Worship Beyond Words

First of all, sorry it's taken me so long to get another post up here. No excuses, I'll do better.

and now higher up and further in....

"I can't even put into words the experience of standing on top of a mountain, completely buffeted by the wind and snow, staring out as far as I can see into God's creation."

"God just keeps moving the boundaries of what I think I am able to do!"

"I hiked into our site a couple of days ago with a heavy heart, and have really spent our time up here wrestling, doing a lot of thinking. It was cool to discover as I hiked out that I still had a song in my heart."

These are some of my favorite quotes from our experience two weeks ago in our camping trip in the High Peaks. Here's a brief summary: We loaded all our gear on our backs and hiked in about 3 hours to our base camp, which was actually a really nice, warm cabin. Girls stayed in the cabin (apparently so warm that they didn't even use their brand new North Face sleeping bags). Guys stayed in the lean-tos (a little colder, especially with 10-year old bags). The cabin was great, we had breakfast and lunch in there, as well as a couple of meetings, worship times, that sort of thing. Great place for building community. We spent three nights out there, and the third night we all slept outside. Some slept in the lean-tos, while the rest of us built and slept in Quincy's. To build a quincy: back a bunch of snow down, then begin shovelling snow onto that spot, building a mount, packing it down as you go. Build it up about head high, then shovel out the insides, making a make-shift igloo. The girls' was big enough for about 5, and we fit 10 in the guys. I'm not kidding--it had two rooms, a door in between, two entrances, and even two windows of ice some guys dragged up from the river. Style. Quite the experience!

But this week was about far more than experiences, hills, or snow. It was about worship, about developing the bonds of our community, of struggling through cold and exhaustion, of supporting each other, and realizing our failures. And more than that. I can't blog it all, but I will say this: it was a good week. I'll share a couple stories in particular that highlight our time of worship in "the wild".

We hiked a couple of mountains, the most significant of which was Mt Marcy. Marcy is the tallest mt in NY, and really was an adventure at the summit. The wind really picked up above the treeline, and the final 1/2 mile or so of the hike was a fight against the elements, carefully picking your way along the treacherously icy, barren hillside, leaning into the wind, trying to ignore the pelting snow that was pummelling your face. There is just something about being stretched to the limit of our physical capabilities that makes us feel that we are human, that we are alive...hard to put into words, actually. :) There is a unique awe of God you feel as you lean into a freezing wind that is almost strong enough to actually hold you up, and so loud that you have to shout to be heard...and to look out, and see for miles, and know that the same God who made all that can hear the prayers you utter silently in your own mind.

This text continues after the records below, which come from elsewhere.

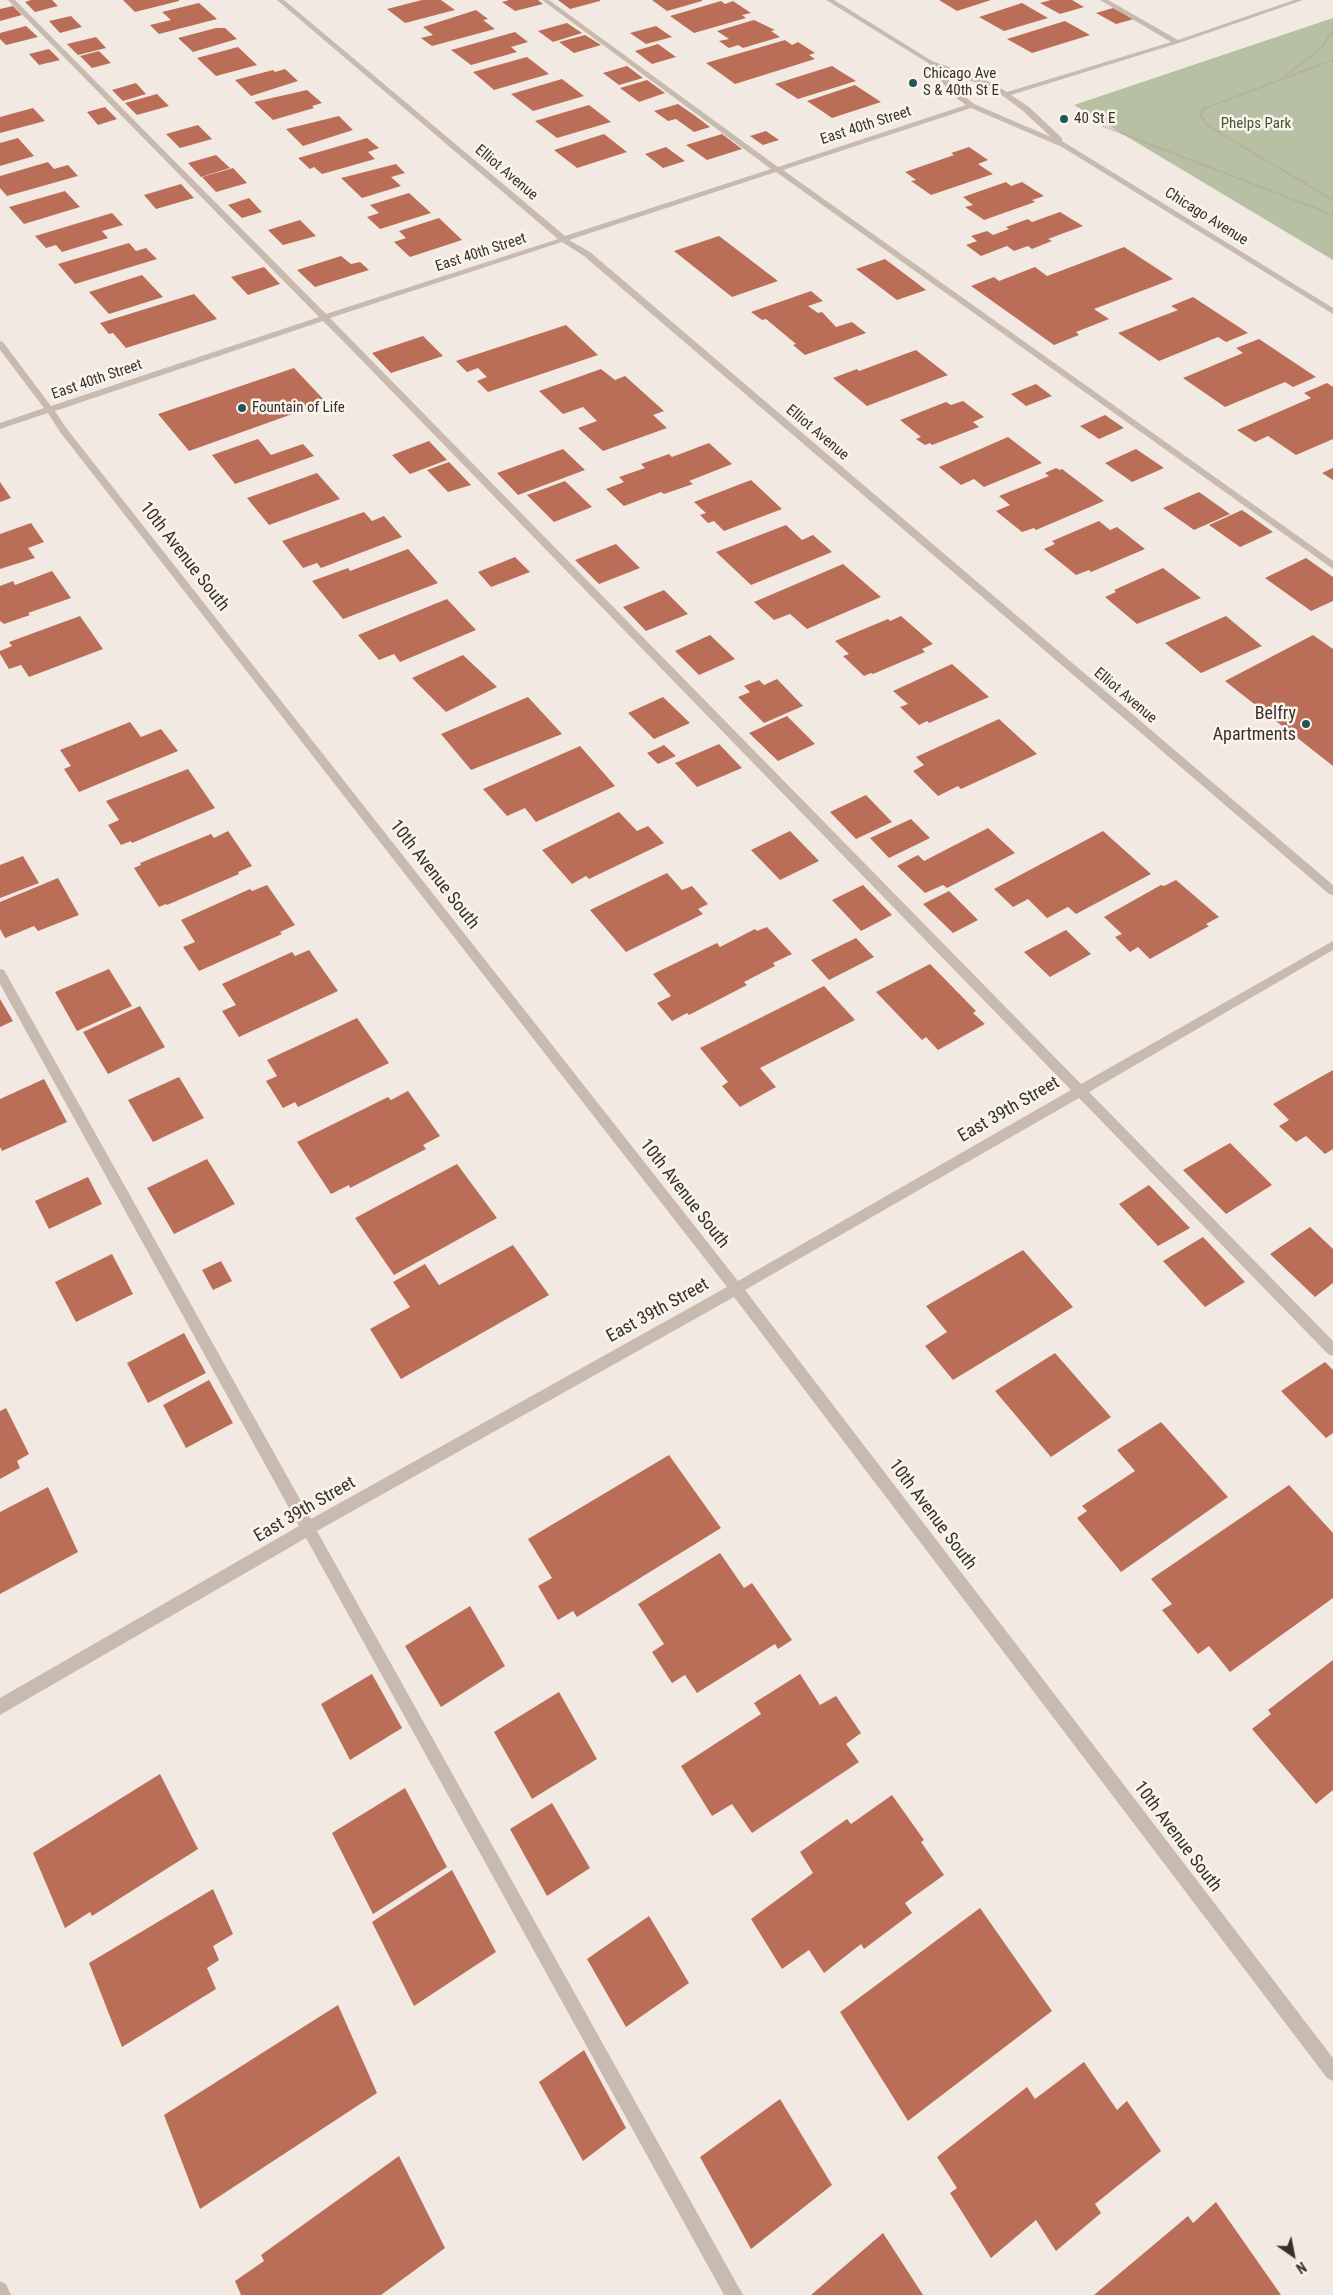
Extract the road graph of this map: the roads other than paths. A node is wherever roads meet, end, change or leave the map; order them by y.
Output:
1 (11, 0) edge
2 (280, 0) edge
3 (544, 0) edge
4 (829, 0) edge
5 (1102, 0) edge
6 (1300, 0) edge
7 (1177, 42) junction
8 (930, 62) junction
9 (1006, 94) junction
10 (971, 106) junction
11 (1065, 145) junction
12 (779, 169) junction
13 (564, 240) junction
14 (1333, 312) edge
15 (323, 318) junction
16 (0, 344) edge
17 (50, 410) junction
18 (0, 426) edge
19 (1333, 566) edge
20 (1333, 891) edge
21 (1333, 945) edge
22 (0, 973) edge
23 (1081, 1091) junction
24 (736, 1289) junction
25 (1333, 1350) edge
26 (309, 1528) junction
27 (0, 1707) edge
28 (1333, 2072) edge
29 (0, 2290) edge
30 (2, 2295) edge
31 (734, 2295) edge

1 - 15 street
2 - 13 street, Elliot Avenue
3 - 12 street
4 - 8 street, Chicago Avenue
5 - 7 street
6 - 7 street
7 - 9 street
8 - 9 street, Chicago Avenue
8 - 10 street, Chicago Avenue
9 - 11 street, Chicago Avenue
10 - 11 street, Chicago Avenue
10 - 12 street, East 40th Street
11 - 14 street, Chicago Avenue
12 - 13 street, East 40th Street
12 - 19 street
13 - 15 street, East 40th Street
13 - 20 street, Elliot Avenue
15 - 17 street, East 40th Street
15 - 23 street
16 - 17 street, 10th Avenue South
17 - 18 street, East 40th Street
17 - 24 street, 10th Avenue South
21 - 23 street, East 39th Street
22 - 26 street
23 - 24 street, East 39th Street
23 - 25 street
24 - 26 street, East 39th Street
24 - 28 street, 10th Avenue South
26 - 27 street, East 39th Street
26 - 31 street
29 - 30 street

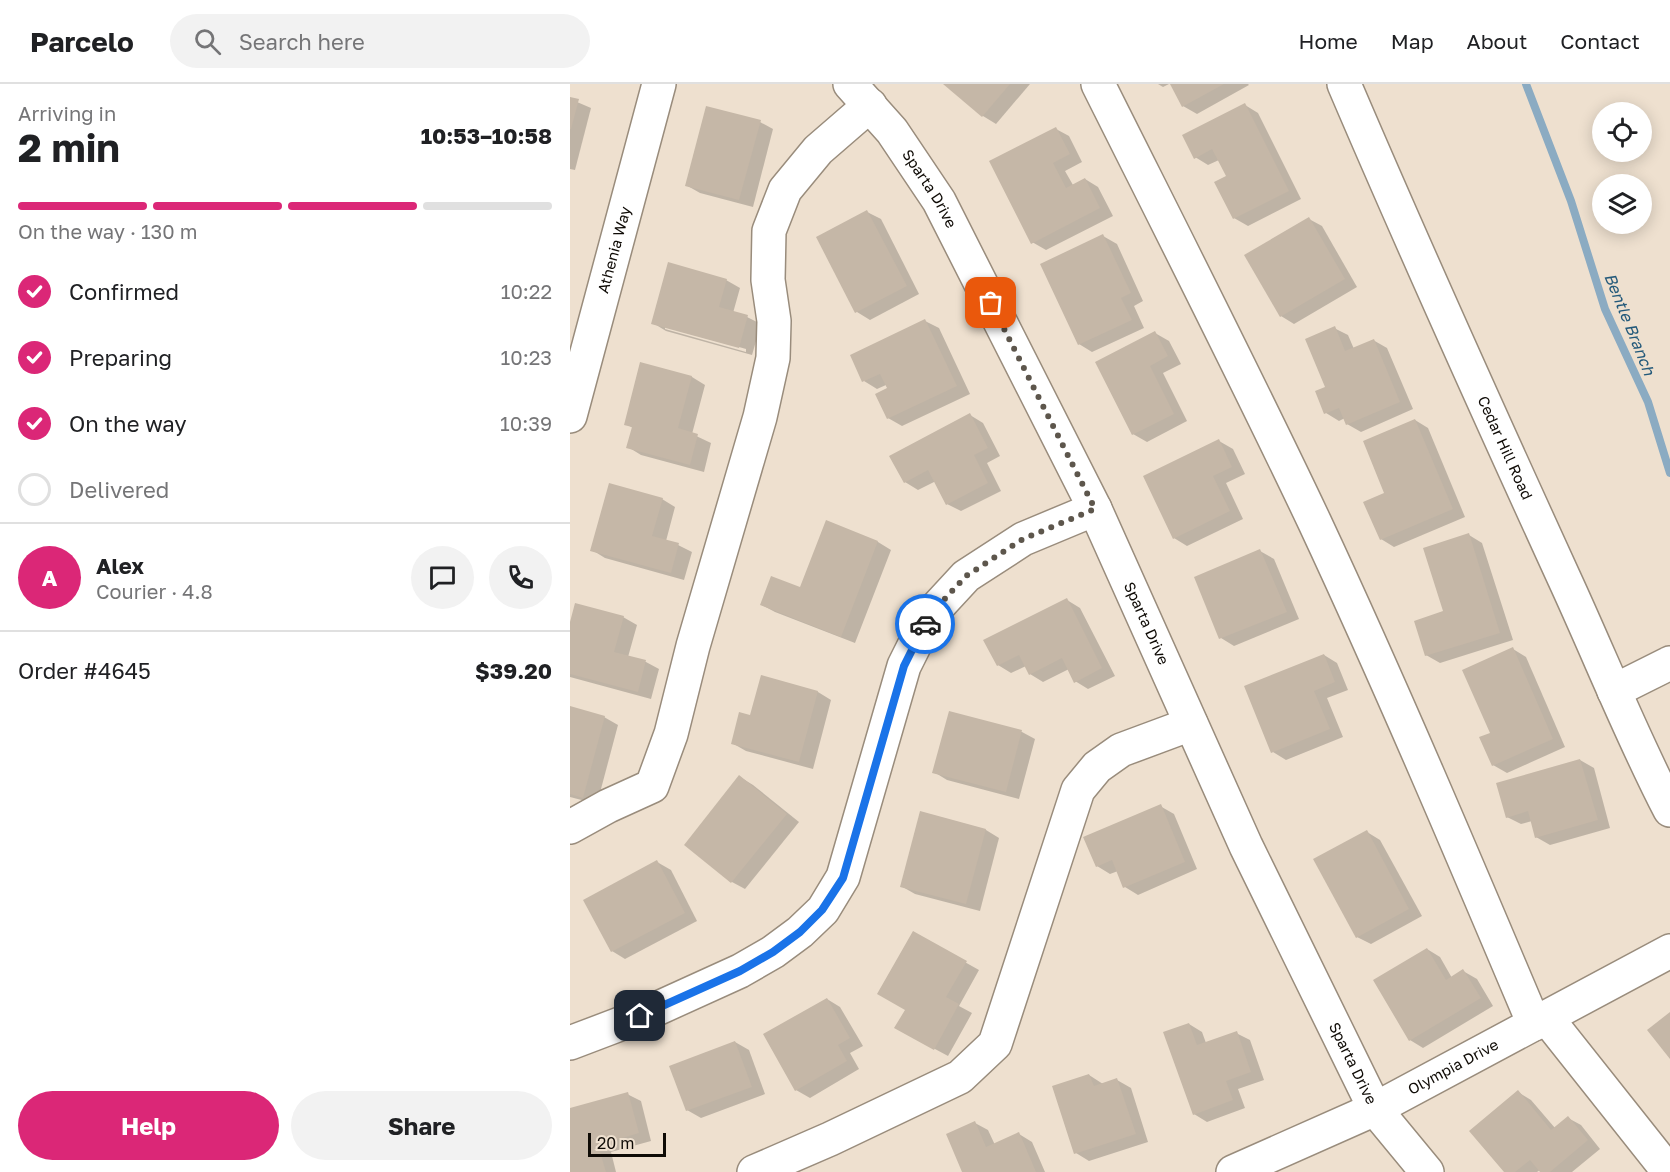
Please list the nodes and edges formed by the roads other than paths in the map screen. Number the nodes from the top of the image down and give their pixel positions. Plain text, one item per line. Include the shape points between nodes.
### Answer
1 (659, 84) edge
2 (1098, 84) edge
3 (1344, 84) edge
4 (860, 94) edge
5 (570, 416) edge
6 (1095, 509) junction
7 (1670, 663) edge
8 (1614, 691) junction
9 (1191, 724) junction
10 (1670, 810) edge
11 (570, 827) edge
12 (1670, 951) edge
13 (1540, 1020) junction
14 (570, 1043) edge
15 (1375, 1109) junction
16 (754, 1172) edge
17 (1233, 1172) edge
18 (1427, 1172) edge
19 (1669, 1172) edge

1 - 5 street, Athenia Way
2 - 13 street via 1315,524
3 - 8 street, Cedar Hill Road
4 - 6 street, Sparta Drive via 905,149 939,201
4 - 11 street via 786,190 769,231 773,358 671,734 652,786
6 - 9 street, Sparta Drive
6 - 14 street via 1023,539 966,576 929,616 904,666 843,878 822,910 800,932 740,971
7 - 8 street
8 - 10 street, Cedar Hill Road
9 - 15 street, Sparta Drive
9 - 16 street via 1121,750 1097,767 1078,790 995,1044 960,1077
12 - 13 street, Olympia Drive
13 - 15 street, Olympia Drive
13 - 19 street
15 - 17 street, Olympia Drive
15 - 18 street, Sparta Drive

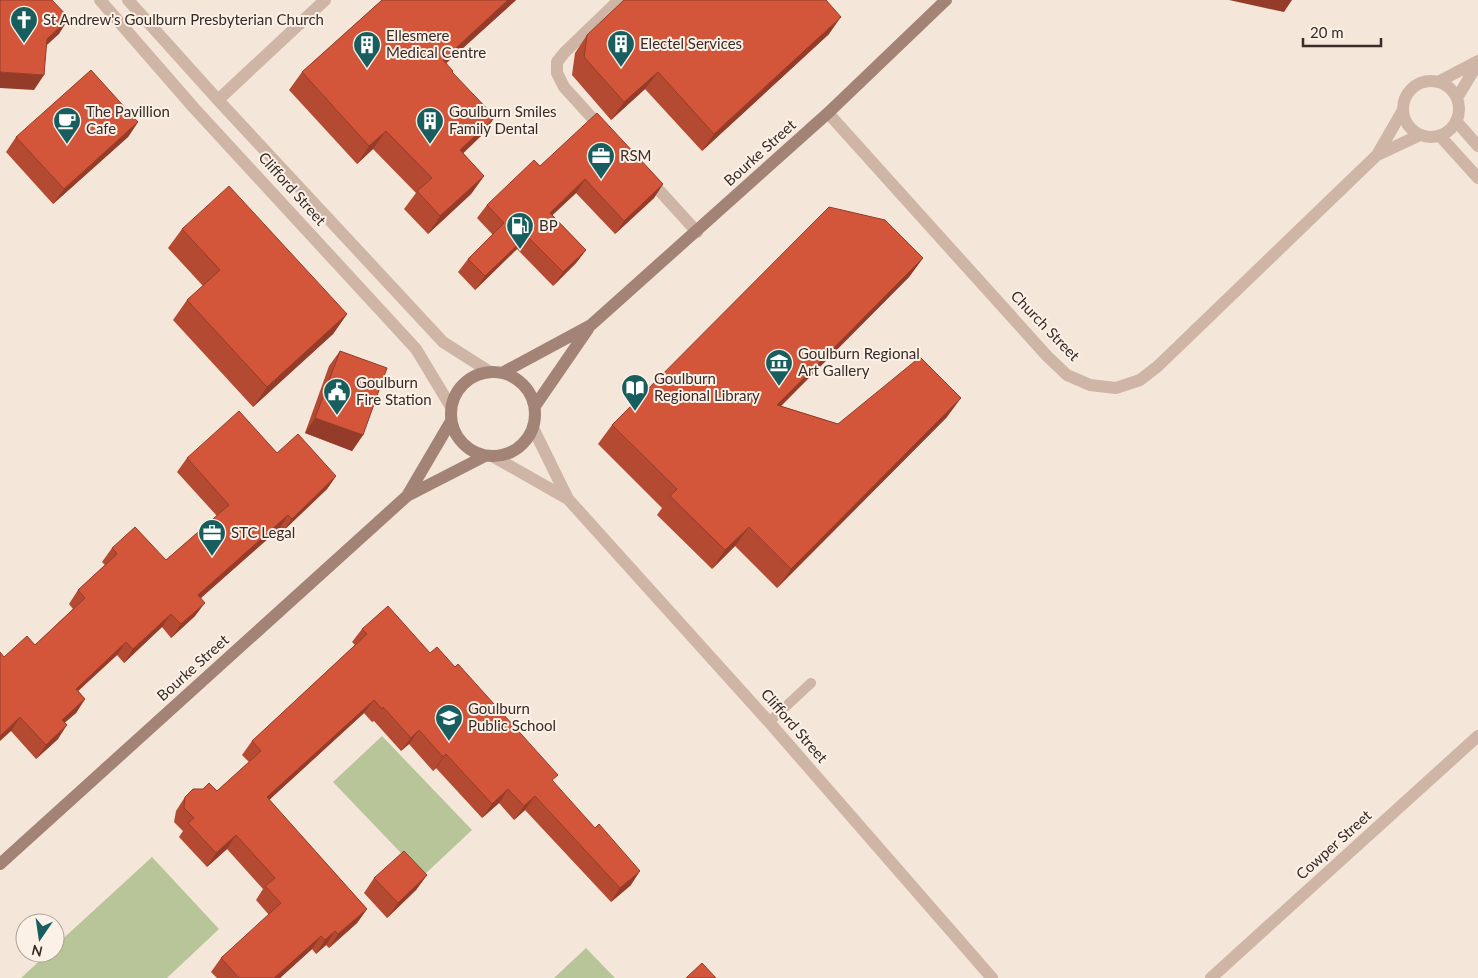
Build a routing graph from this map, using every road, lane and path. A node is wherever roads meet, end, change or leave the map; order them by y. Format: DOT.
graph roads {
  1 [pos="100,0"];
  2 [pos="128,0"];
  3 [pos="325,0"];
  4 [pos="619,0"];
  5 [pos="946,0"];
  6 [pos="1478,62"];
  7 [pos="1438,82"];
  8 [pos="215,97"];
  9 [pos="1457,98"];
  10 [pos="194,108"];
  11 [pos="1403,110"];
  12 [pos="828,113"];
  13 [pos="1456,121"];
  14 [pos="1420,135"];
  15 [pos="1440,136"];
  16 [pos="252,137"];
  17 [pos="610,137"];
  18 [pos="1478,146"];
  19 [pos="236,152"];
  20 [pos="1377,155"];
  21 [pos="642,172"];
  22 [pos="1478,178"];
  23 [pos="697,232"];
  24 [pos="591,325"];
  25 [pos="496,372"];
  26 [pos="535,406"];
  27 [pos="451,407"];
  28 [pos="451,421"];
  29 [pos="533,428"];
  30 [pos="489,456"];
  31 [pos="407,496"];
  32 [pos="568,499"];
  33 [pos="811,683"];
  34 [pos="769,722"];
  35 [pos="1478,736"];
  36 [pos="0,864"];
  37 [pos="992,978"];
  38 [pos="1211,978"];
  1 -- 10 [label="street, Clifford Street"];
  2 -- 8 [label="street, Clifford Street"];
  3 -- 8 [label="street"];
  4 -- 17 [label="street"];
  5 -- 12 [label="main road, Bourke Street"];
  6 -- 7 [label="street"];
  6 -- 9 [label="street"];
  7 -- 9 [label="street"];
  7 -- 11 [label="street"];
  8 -- 10 [label="street"];
  8 -- 16 [label="street, Clifford Street"];
  9 -- 13 [label="street"];
  10 -- 19 [label="street, Clifford Street"];
  11 -- 14 [label="street"];
  11 -- 20 [label="street, Church Street"];
  12 -- 20 [label="street, Church Street"];
  12 -- 23 [label="main road, Bourke Street"];
  13 -- 15 [label="street"];
  13 -- 18 [label="street"];
  14 -- 15 [label="street"];
  14 -- 20 [label="street, Church Street"];
  15 -- 22 [label="street"];
  16 -- 19 [label="street"];
  16 -- 25 [label="street, Clifford Street"];
  19 -- 27 [label="street, Clifford Street"];
  21 -- 23 [label="street"];
  23 -- 24 [label="main road, Bourke Street"];
  24 -- 25 [label="main road, Bourke Street"];
  24 -- 26 [label="main road, Bourke Street"];
  25 -- 26 [label="main road"];
  25 -- 27 [label="main road"];
  26 -- 29 [label="main road"];
  27 -- 28 [label="main road"];
  28 -- 30 [label="main road"];
  28 -- 31 [label="main road, Bourke Street"];
  29 -- 30 [label="main road"];
  29 -- 32 [label="street, Clifford Street"];
  30 -- 31 [label="main road, Bourke Street"];
  30 -- 32 [label="street, Clifford Street"];
  31 -- 36 [label="main road, Bourke Street"];
  32 -- 34 [label="street, Clifford Street"];
  33 -- 34 [label="lane"];
  34 -- 37 [label="street, Clifford Street"];
  35 -- 38 [label="street, Cowper Street"];
}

I'll round out the story of the tempestuous storm at the top of Marcy with another one from a different perspective. For some reason at some point I was out walking alone, and happened to cross over a frozen river near our cabin. A soft snow was falling, it was one those times where the white blanket just muted everything. I paused in the middle of the river, taking in the stark beauty of the WHITE. Standing on a frozen river, covered in snow, surrounded on every side by towering trees weighed down with their burdens of snow, and giant, silent flakes falling all around me. We had just witnessed the glory of God's power on the peak of Marcy, and now I was hearing the still, small voice of God.

And, as I drank of God's beauty, i noticed, down a ways from me, perched on a rock, all by herself, one of our LIFTers. I just stood there for awhile, unbeknownst to her, watching her as she worshipped. I can describe to you the things that I saw, but I can't put the experience into words. There is just a beauty to God's creation, and a futher beauty to silently witnessing one of God's daughters drink in that beauty in worship... I can only thank God for the moment.

It was a good week....one that i still don't quite have all the words for. But I have a song...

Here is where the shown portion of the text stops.